Legal Question in Criminal Law in Michigan
Jury selection.
Well, here I go again. Seems that I never can go longer than about 5-6 years between being called for jury duty. It has only been two years since the last time.
I have a question about the selection of jurors. It seems that in many cases, the prospective jurors are, in effect, being on trial themselves. Most attorneys I have seen just ask genral questions, but some ask very pointed questions, involving a persons financial, criminal, work, or other personal histories. Sometime no connection can be seen as to how the information would relate to the case at hand, thus seeming to be quite an intrusion on someones privacy.
My question is, just how far can an attorney or judge go into a potential jurors history, their lives?
Do the attorneys, or the court's judge have records on all of the potential jurors, including their financial, criminal, and work records? Are they laying a trap to find out if someone will lie about having traffic tickets, or filing for bankruptcy?
How far does the court system go into a potential juror's life?
I have asked this before, but no attorney has. as of yet, answered this curiosity for me.
1 Answer from Attorneys
Re: Jury selection.
First, thank you for your above-the-call-of-duty service in our court system.
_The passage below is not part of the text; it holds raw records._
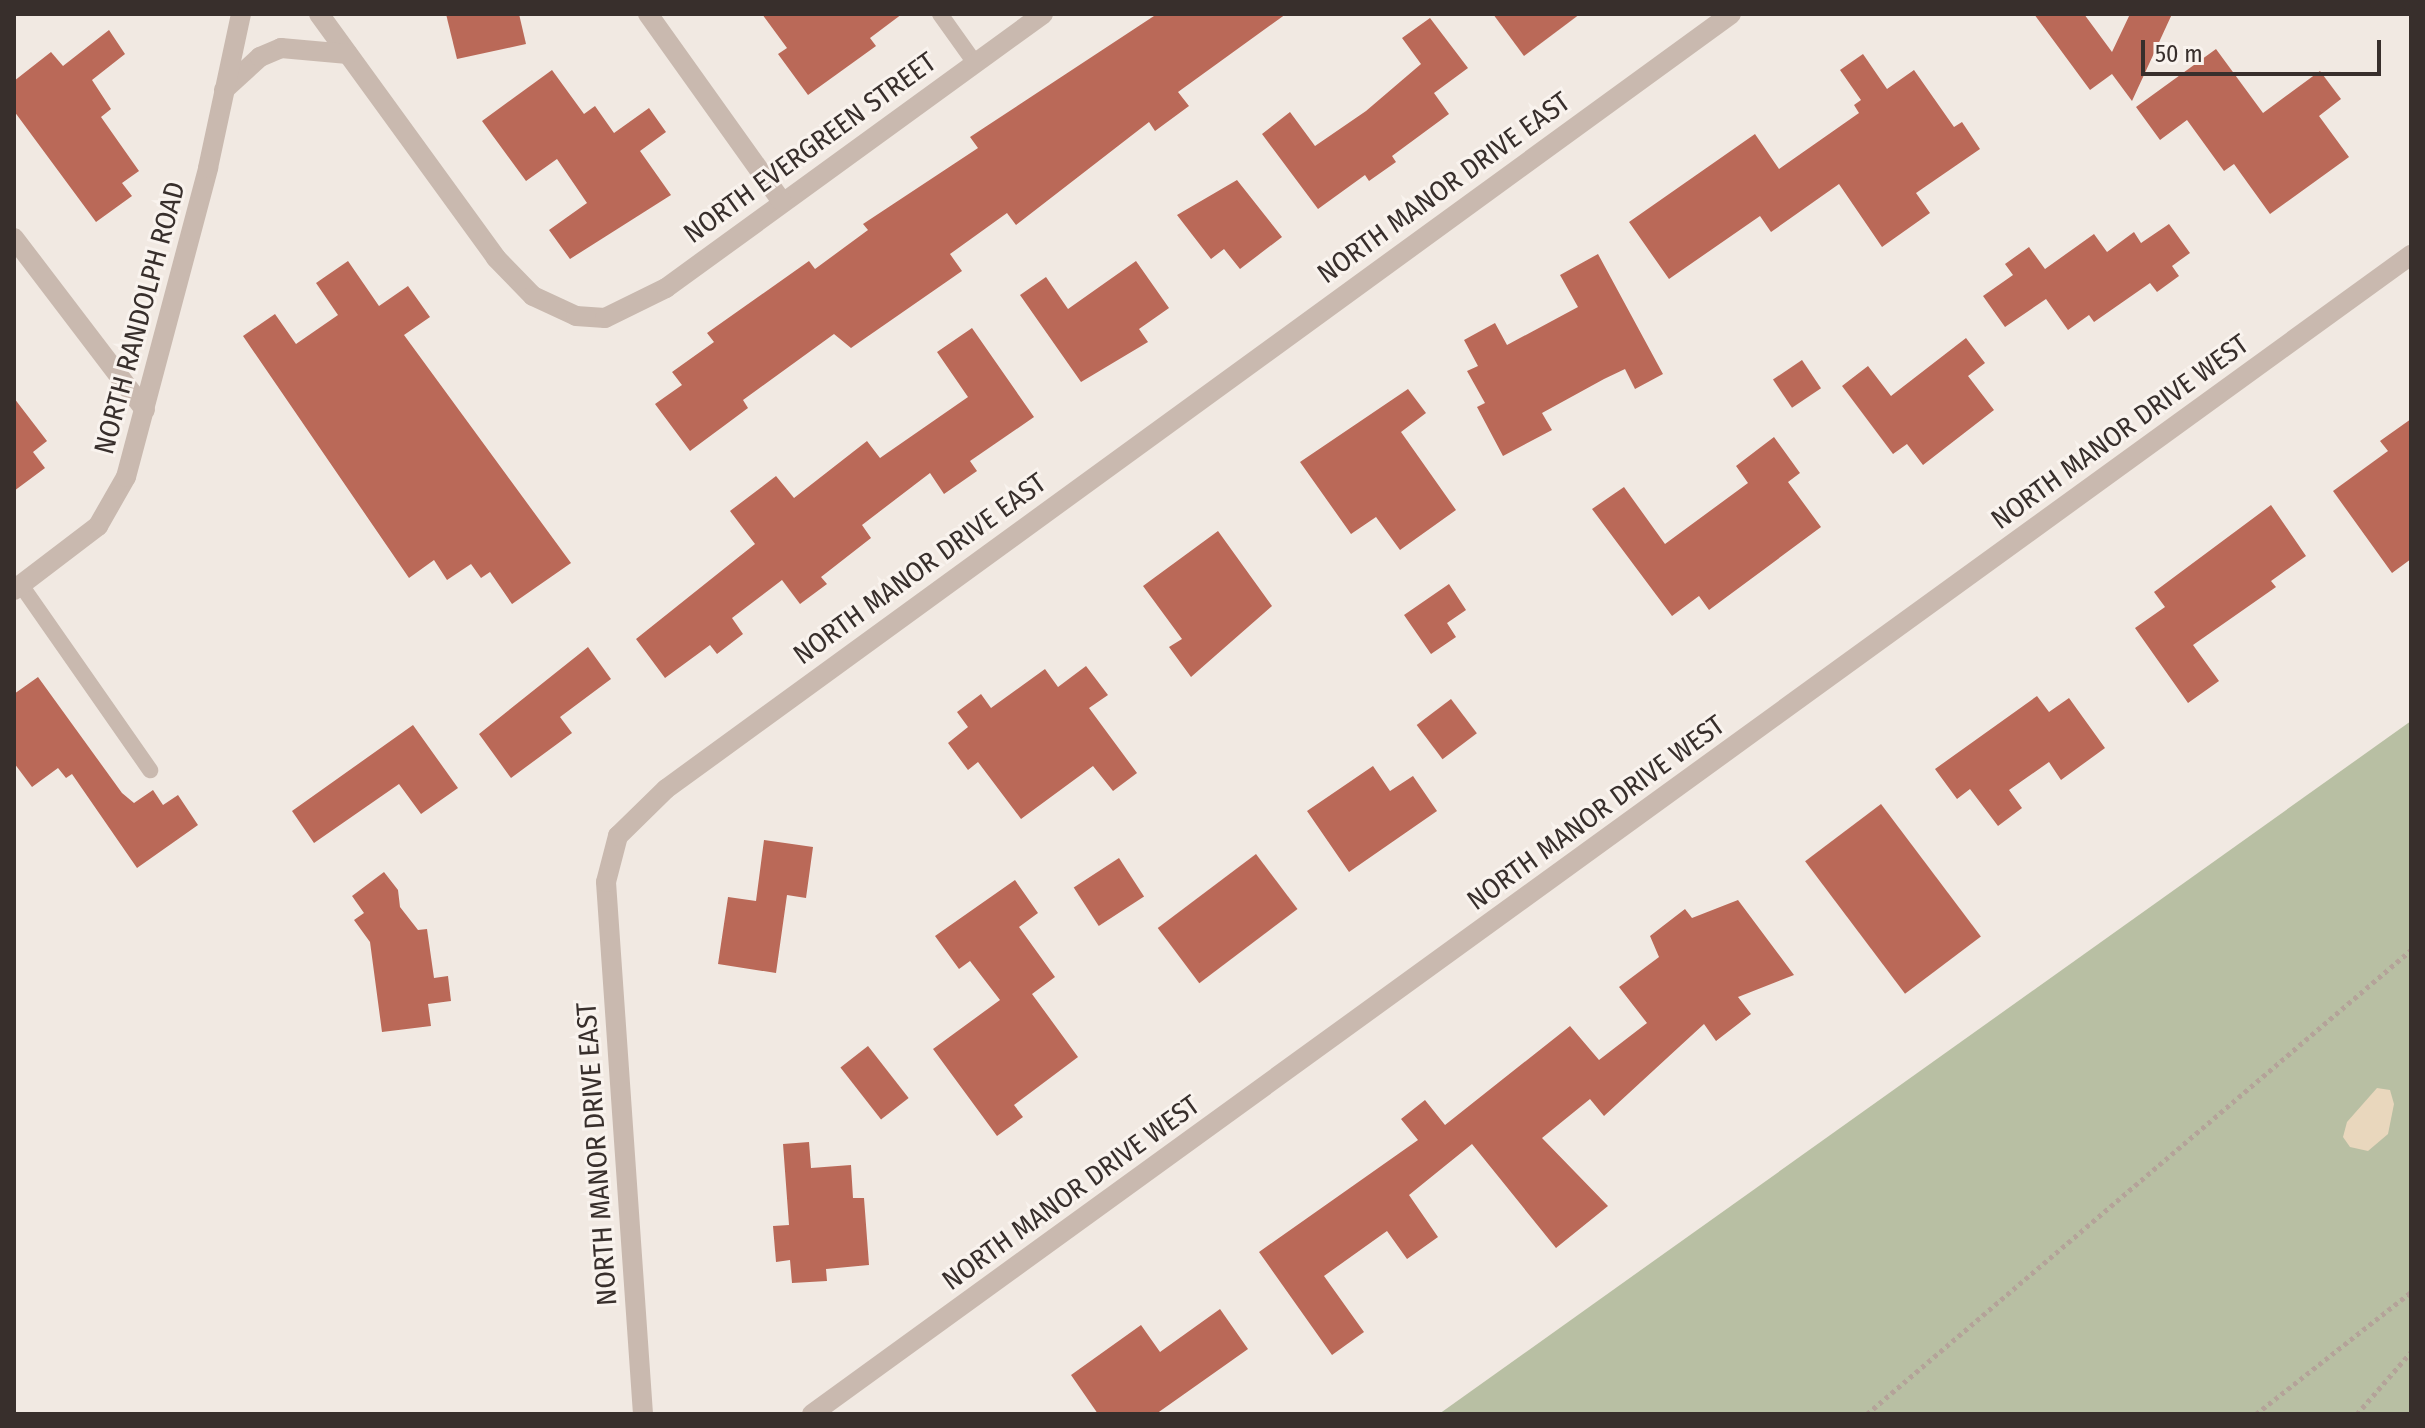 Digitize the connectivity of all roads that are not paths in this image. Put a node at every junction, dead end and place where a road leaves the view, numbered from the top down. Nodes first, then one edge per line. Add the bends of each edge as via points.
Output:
1 (241, 14) edge
2 (319, 14) edge
3 (648, 14) edge
4 (940, 14) edge
5 (1043, 14) edge
6 (1731, 14) edge
7 (348, 54) junction
8 (975, 63) junction
9 (223, 90) junction
10 (782, 202) junction
11 (14, 238) edge
12 (2411, 255) edge
13 (145, 410) junction
14 (17, 587) edge
15 (150, 770) dead end
16 (643, 1414) edge
17 (812, 1414) edge

1 - 9 street, NORTH RANDOLPH ROAD
2 - 7 street
3 - 10 street
4 - 8 lane
5 - 8 street, NORTH EVERGREEN STREET
6 - 16 street, NORTH MANOR DRIVE EAST via 666,789 618,836 606,882
7 - 9 street via 281,48 260,57
7 - 10 street, NORTH EVERGREEN STREET via 496,258 533,296 576,316 605,318 666,288
8 - 10 street, NORTH EVERGREEN STREET
9 - 13 street, NORTH RANDOLPH ROAD
11 - 13 street
12 - 17 street, NORTH MANOR DRIVE WEST
13 - 14 street, NORTH RANDOLPH ROAD via 115,503 98,526
14 - 15 lane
Second, I am sorry that you see the process of being overly intrusive. Part of the judge's job is to protect jurors from over-intrusiveness, so if the questions cross the line the judge can/will stop it. If you are asked questions that you think are too personal or embarrasing, it is ok for you to ask the court to be able to answer these questions in chambers (with the judge and lawyers but not in front of the entire courtroom). We do this all the time. It adds to the clock, but protects that juror (which is even more important than the clock).
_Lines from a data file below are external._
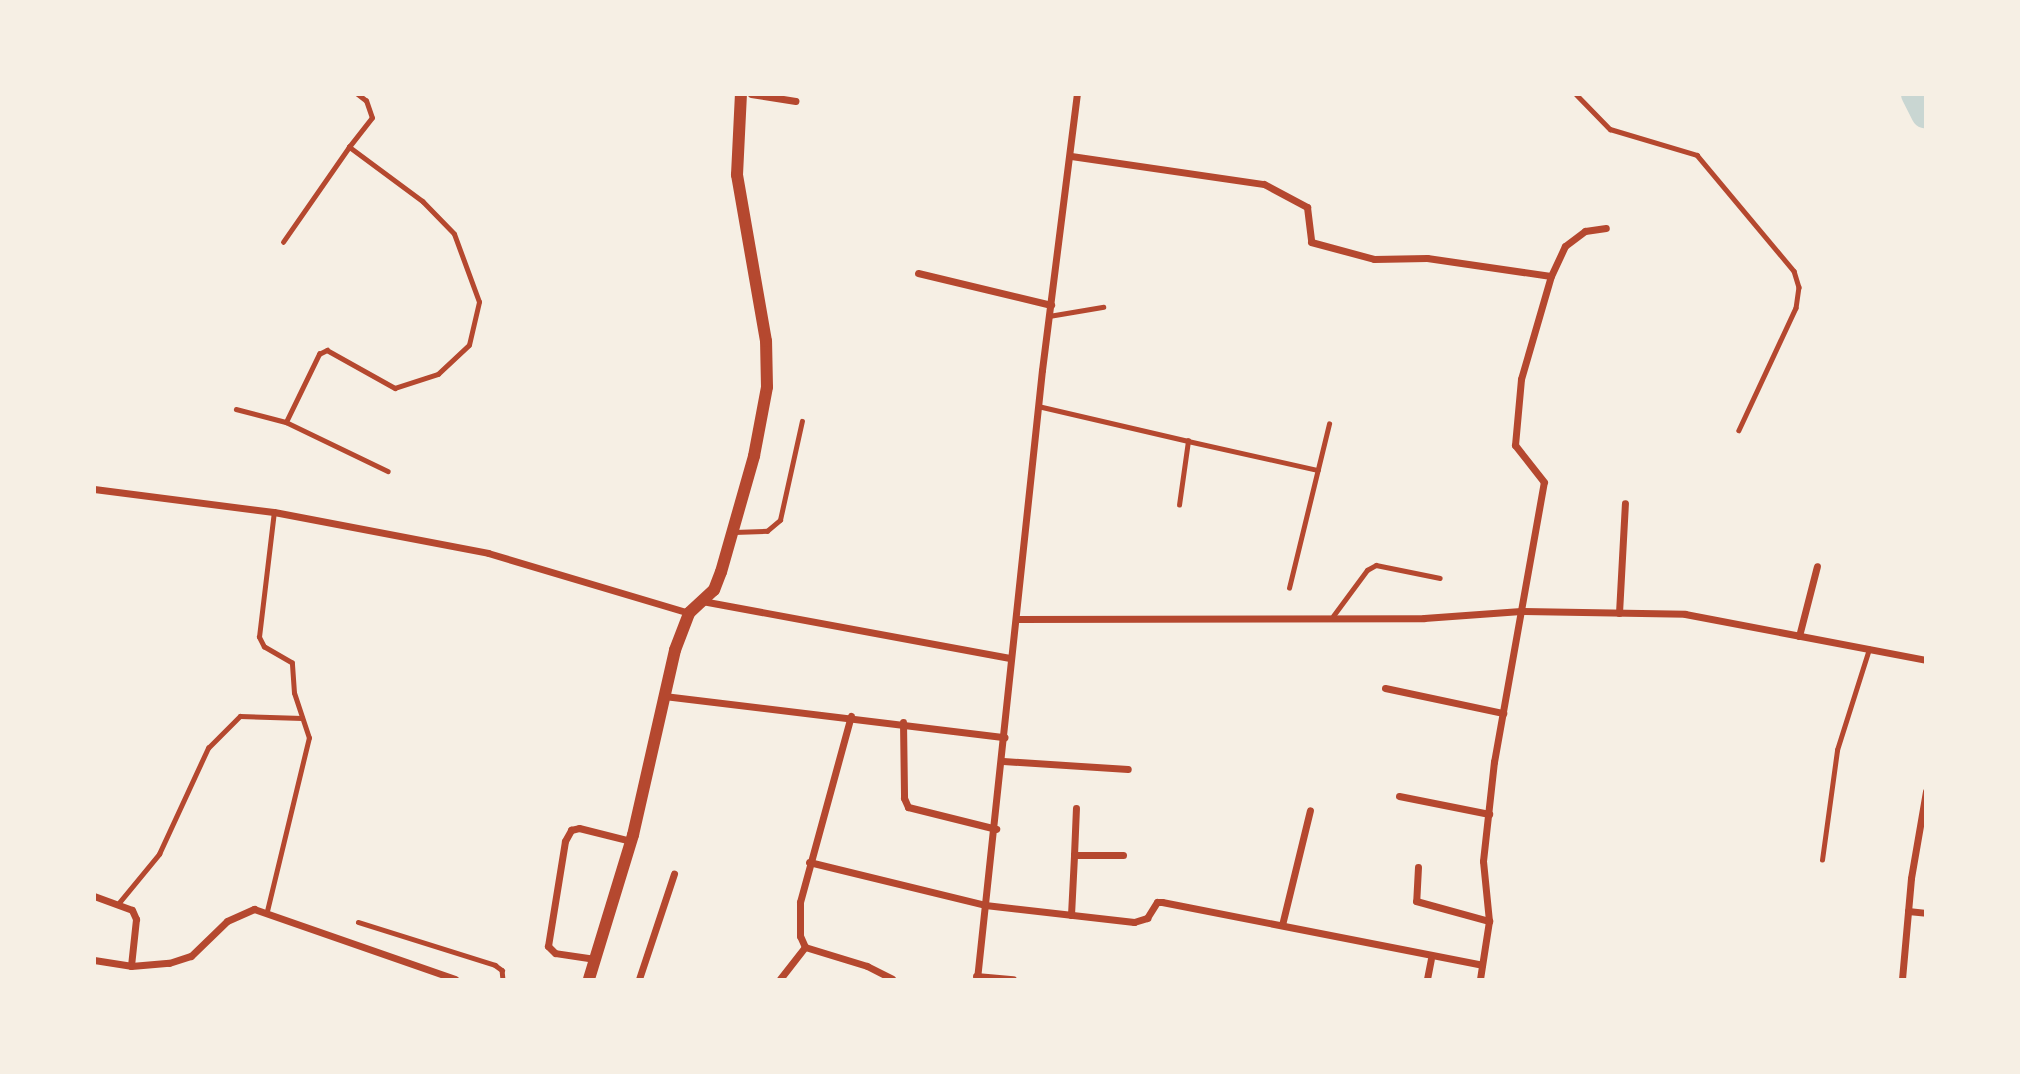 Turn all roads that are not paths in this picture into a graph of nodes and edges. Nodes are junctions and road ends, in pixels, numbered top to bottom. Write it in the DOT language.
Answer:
graph roads {
  1 [pos="357,94"];
  2 [pos="741,94"];
  3 [pos="751,94"];
  4 [pos="1077,94"];
  5 [pos="1576,94"];
  6 [pos="795,101"];
  7 [pos="349,147"];
  8 [pos="1070,156"];
  9 [pos="1606,228"];
  10 [pos="283,242"];
  11 [pos="918,274"];
  12 [pos="1551,276"];
  13 [pos="1051,305"];
  14 [pos="1103,307"];
  15 [pos="1049,316"];
  16 [pos="1038,406"];
  17 [pos="236,409"];
  18 [pos="802,421"];
  19 [pos="286,422"];
  20 [pos="1329,424"];
  21 [pos="1739,430"];
  22 [pos="1188,441"];
  23 [pos="1318,470"];
  24 [pos="388,471"];
  25 [pos="94,489"];
  26 [pos="1625,503"];
  27 [pos="1179,505"];
  28 [pos="274,512"];
  29 [pos="733,531"];
  30 [pos="1817,566"];
  31 [pos="1440,578"];
  32 [pos="1289,588"];
  33 [pos="702,601"];
  34 [pos="1521,611"];
  35 [pos="1619,613"];
  36 [pos="689,614"];
  37 [pos="1332,615"];
  38 [pos="1016,619"];
  39 [pos="1799,636"];
  40 [pos="1869,649"];
  41 [pos="1010,658"];
  42 [pos="1926,660"];
  43 [pos="1385,688"];
  44 [pos="664,696"];
  45 [pos="1503,713"];
  46 [pos="851,716"];
  47 [pos="302,718"];
  48 [pos="902,722"];
  49 [pos="1005,737"];
  50 [pos="1003,761"];
  51 [pos="1128,769"];
  52 [pos="1926,791"];
  53 [pos="1399,796"];
  54 [pos="1076,808"];
  55 [pos="1310,810"];
  56 [pos="1489,814"];
  57 [pos="996,829"];
  58 [pos="631,841"];
  59 [pos="1074,855"];
  60 [pos="1122,855"];
  61 [pos="1822,860"];
  62 [pos="809,862"];
  63 [pos="1418,867"];
  64 [pos="674,874"];
  65 [pos="94,896"];
  66 [pos="117,905"];
  67 [pos="985,905"];
  68 [pos="267,911"];
  69 [pos="1908,911"];
  70 [pos="1926,914"];
  71 [pos="1072,915"];
  72 [pos="1489,921"];
  73 [pos="358,922"];
  74 [pos="1282,925"];
  75 [pos="805,947"];
  76 [pos="596,959"];
  77 [pos="1431,959"];
  78 [pos="94,960"];
  79 [pos="1482,965"];
  80 [pos="131,966"];
  81 [pos="976,978"];
  82 [pos="455,979"];
  83 [pos="503,979"];
  84 [pos="589,979"];
  85 [pos="639,979"];
  86 [pos="780,979"];
  87 [pos="892,979"];
  88 [pos="1013,979"];
  89 [pos="1427,979"];
  90 [pos="1479,979"];
  91 [pos="1902,979"];
  1 -- 7 [label="lane"];
  2 -- 29 [label="main road"];
  3 -- 6 [label="street"];
  4 -- 8 [label="street"];
  5 -- 21 [label="lane"];
  7 -- 10 [label="lane"];
  7 -- 19 [label="lane"];
  8 -- 12 [label="street"];
  8 -- 13 [label="street"];
  9 -- 12 [label="street"];
  11 -- 13 [label="street"];
  12 -- 34 [label="street"];
  13 -- 15 [label="street"];
  14 -- 15 [label="lane"];
  15 -- 16 [label="street"];
  16 -- 22 [label="lane"];
  16 -- 38 [label="street"];
  17 -- 19 [label="lane"];
  18 -- 29 [label="lane"];
  19 -- 24 [label="lane"];
  20 -- 23 [label="lane"];
  22 -- 23 [label="lane"];
  22 -- 27 [label="lane"];
  23 -- 32 [label="lane"];
  25 -- 28 [label="street"];
  26 -- 35 [label="street"];
  28 -- 36 [label="street"];
  28 -- 47 [label="lane"];
  29 -- 33 [label="main road"];
  30 -- 39 [label="street"];
  31 -- 37 [label="lane"];
  33 -- 36 [label="main road"];
  33 -- 41 [label="street"];
  34 -- 35 [label="street"];
  34 -- 37 [label="street"];
  34 -- 45 [label="street"];
  35 -- 39 [label="street"];
  36 -- 44 [label="main road"];
  37 -- 38 [label="street"];
  38 -- 41 [label="street"];
  39 -- 40 [label="street"];
  40 -- 42 [label="street"];
  40 -- 61 [label="lane"];
  41 -- 49 [label="street"];
  43 -- 45 [label="street"];
  44 -- 46 [label="street"];
  44 -- 58 [label="main road"];
  45 -- 56 [label="street"];
  46 -- 48 [label="street"];
  46 -- 62 [label="street"];
  47 -- 66 [label="lane"];
  47 -- 68 [label="lane"];
  48 -- 49 [label="street"];
  48 -- 57 [label="street"];
  49 -- 50 [label="street"];
  50 -- 51 [label="street"];
  50 -- 57 [label="street"];
  52 -- 69 [label="street"];
  53 -- 56 [label="street"];
  54 -- 59 [label="street"];
  55 -- 74 [label="street"];
  56 -- 72 [label="street"];
  57 -- 67 [label="street"];
  58 -- 76 [label="main road"];
  58 -- 76 [label="street"];
  59 -- 60 [label="street"];
  59 -- 71 [label="street"];
  62 -- 67 [label="street"];
  62 -- 75 [label="street"];
  63 -- 72 [label="street"];
  64 -- 85 [label="street"];
  65 -- 66 [label="street"];
  66 -- 80 [label="street"];
  67 -- 71 [label="street"];
  67 -- 81 [label="street"];
  68 -- 80 [label="street"];
  68 -- 82 [label="street"];
  69 -- 70 [label="street"];
  69 -- 91 [label="street"];
  71 -- 74 [label="street"];
  72 -- 79 [label="street"];
  73 -- 83 [label="lane"];
  74 -- 79 [label="street"];
  75 -- 86 [label="street"];
  75 -- 87 [label="street"];
  76 -- 84 [label="main road"];
  77 -- 89 [label="street"];
  78 -- 80 [label="street"];
  79 -- 90 [label="street"];
  81 -- 88 [label="street"];
}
In Hollywood (real life and make-believe), we see every trial having a "jury consultant" and efforts being made to look into the backgrounds of every juror. In MY reality as an assistant prosecuting attorney, that does not happen. Speaking only about my experiences in one county (so this can differ around the state), we are not given much information by the court about jurors before the trial begins. Many times, we only get the list of names, edited copies of the information sheets the juros fill out, etc. just before the jury walks into the courtroom. We do not get personal info (like d.o.b.s, SSNs, driver's license numbers, home addresses, etc.) that would even let us run simple criminal histories like we can on defendants. So, if the lawyers ask a lot of questions it's partly due to us not learning much from the redacted questionnaire form; we only see info like occupation of the juror and spouse, marriage/kids, prior criminal convictions, prior lawsuits, prior traffic crashes, etc. It's the same info form for both criminal and civil cases, so even this limited information may be largely irrelevant to the particular case in court that day. Notorious southern California trials seem to take weeks to pick juries. I have never taken more than 3+ hours, even though I have to learn everything about the jurors from scratch in the courtroom.
Each case (criminal or civil) involves unique facts, and each side's lawyers have their own idea of what kinds of jurors are good or bad for that party's facts, theories, etc. We all bring 'prejudices' into a jury selection, too -- not improper racial prejudices but those "gut feelings" that jurors with certain jobs of personal experiences should not decide THIS case. Many times, the selection process fleshes out these issues.